Yesterday’s sunshine gave way to dense fog which today gave way to a heavy dimness, paralysing even for these parts. Although the light was so poor, the sea in this bay held its colour – the colour of salted clarity.
Of course I am the one to pretend that 2017 isn’t happening soon. So I decided to make some little mucks, though in the event the muck has spread, rather. So that’s all right.
And what’s more, I gloated.
It turned the luck tide. Fortunately my opponent, whatever he says, is a good loser.
The favourite small museum encourages its visitors to play wearing cloaks and funny hats. They have an ingenious new device which allowed the camera to pretend it time travels.
The unfocus is only to do with the photographer, however.
At the close of play the players played, and this is what you get if you let your mind alone.
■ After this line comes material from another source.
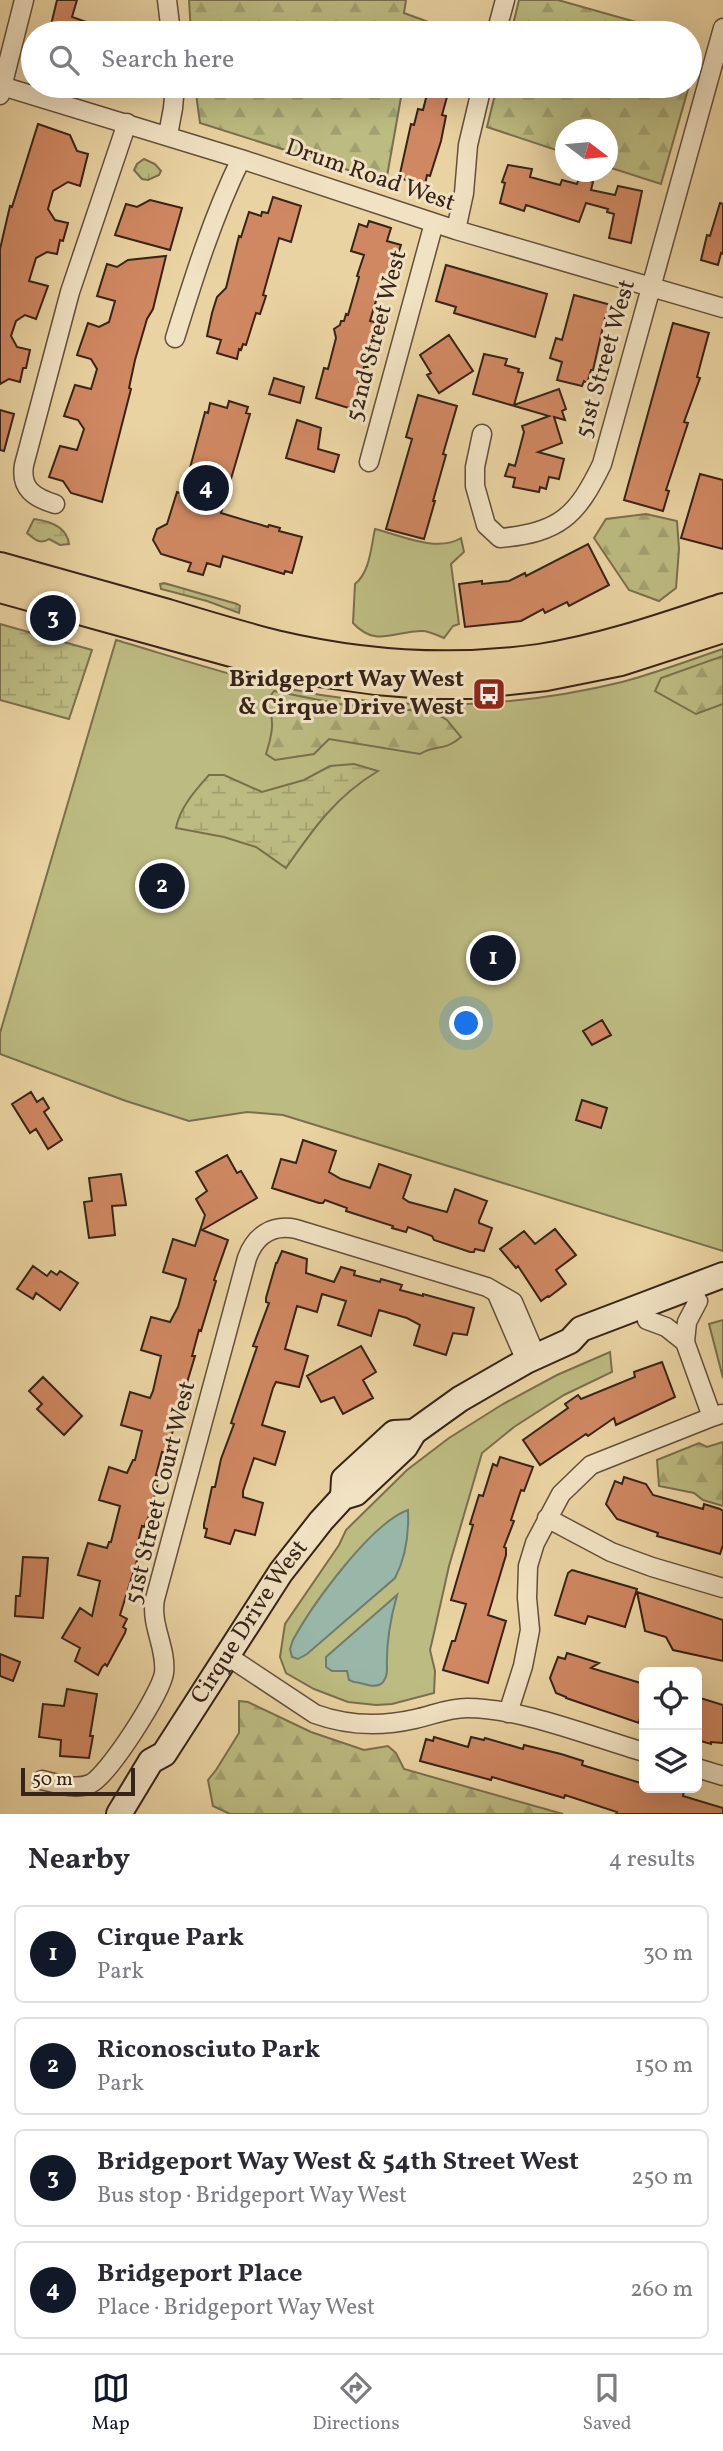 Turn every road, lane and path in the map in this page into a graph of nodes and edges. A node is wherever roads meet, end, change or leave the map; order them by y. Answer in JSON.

Obviously every home should have some.
Not all mine.
Christmas wishes to you:
Light shining in the darkness on Christmas morning. Sometimes it just does.
So there’s food in the kitchen, clean sheets on the beds, fairy lights at the windows, snowflakes on the ceiling, a tree awaiting its apotheosis, and a few nearests-and-dearests wandering about, bringing bottles and pinching the wrapping paper and scissors. Yes, I’m one of the lucky ones, and intend to enjoy it while it lasts.
Also a time for ghost stories, which I don’t usually like, but there was an exception last night. It took a little thought to work out why.
Of course: most people over a certain age will be counting the missing at this time of year, and mine are beginning to gather; not so much ghosts, as holes in the air. Tomorrow the not-being will be casually interspersed among the official guests at the dinner table. As a social occasion, I’m quite looking forward to it.
Watching Suffragette gave me time to contemplate how my own feminism is getting on, how male interpretations sneak into everything (yes still), and how small girls are indoctrinated with pink and dollies and make-up (the pages of any toy catalogue are a perfect horror show).
One seasonal example: Mary is the only woman appearing in the vast majority of Nativity scenes displayed at this time of year. And I don’t believe it. Quite apart from female solidarity, women buzz round new babies like wasps round jam. So when I knitted up Jean Greenhowe’s crib scene a few years back, it acquired an improvised figure: the innkeeper’s wife, who has looked out a blanket left over from her own babies, and is about to give it to the infant Jesus.
Maybe this year I could knit the bossy WRVS lady who lives in Bethlehem and has just heard about Mary. I can practically hear her rushing up the road, full of good advice for a first time mother (possibly rather more advice than Mary actually wants), and bringing a pot full of nourishing stew, which will, of course, be incubating efficiently in a hay box.
Managing the diminishing days requires the exercise of moral courage. Some possible approaches:
1. Tackle the Caesars. I could feel Suetonius chuntering at one shoulder, and Robert Graves smiling ironically at the other. Tom Holland has the same problem as historians writing about mediaeval England: once we have read their stuff, Graves and Shakespeare will always compel our view of Augustus and Richard III (and the rest), whatever the historical evidence. Lots of goodies in the book though, and very good contextual stuff to help one understand the familiar-yet-totally-alien principles of Romans as they negotiated the huge changes of their times.
2. Tackle the snowflakes. Up the ladder and down the ladder and up the ladder and down the ladder and up the ladder and down the ladder and up the ….
3. Tackle theology. Sitting in the window ‘like the picture of somebody reading’, I frequently found myself sleeping like a baby. This was due not so much to boredom as to the physical relaxation caused by heavy duty thinking. Must have something to be said for it – the book is now full of pink notes-to-self.
4. Tackle some gardening, even if it is December. The peacock orchid bulbs wanted to come out of their horrible cold soggy sluggy compost, and I’ll give them a nice warm indoor start after Christmas.
5. Tackle some window cleaning, to get the best from what little daylight there is, and any adventitious sparkle humanly supplied. Eeeee when spiders abseiled crossly out of the corners.
6. Tackle astrobiology. Actually, after McIntosh this was a bit of a stroll, and I wished it had been updated in view of all the Kepler exoplanet discoveries and new data on Europa and Titan.
7. Tackle a prejudice. Mashed swede…
Actually don’t bother with this one. It’s just as bad as I thought, even with lashings of butter and seasoning. Should you have the facilities to do so, just give Fluffers some exercise by throwing breadcrumbs up and down the kitchen floor, and put Bagpuss on the television. The Bony King of Nowhere comes up as fresh as paint.
The human mind seeks patterns, but at present I am unable to resolve the last couple of days into a coherent post. The content would have to include:
the gasping experience of finding a large stock of hydrogen sulphide at the bottom of an innocent-looking bucket
attempts to grasp fine distinctions between the soteriologies of several early fathers
slowly removing what seems to be half a pound of scabs from the enraged guinea-pig afflicted with them
sleeping a lot.
Besides being unable to integrate these events, I am also unable to think how to photograph them. Except for the large pile of scabs of course.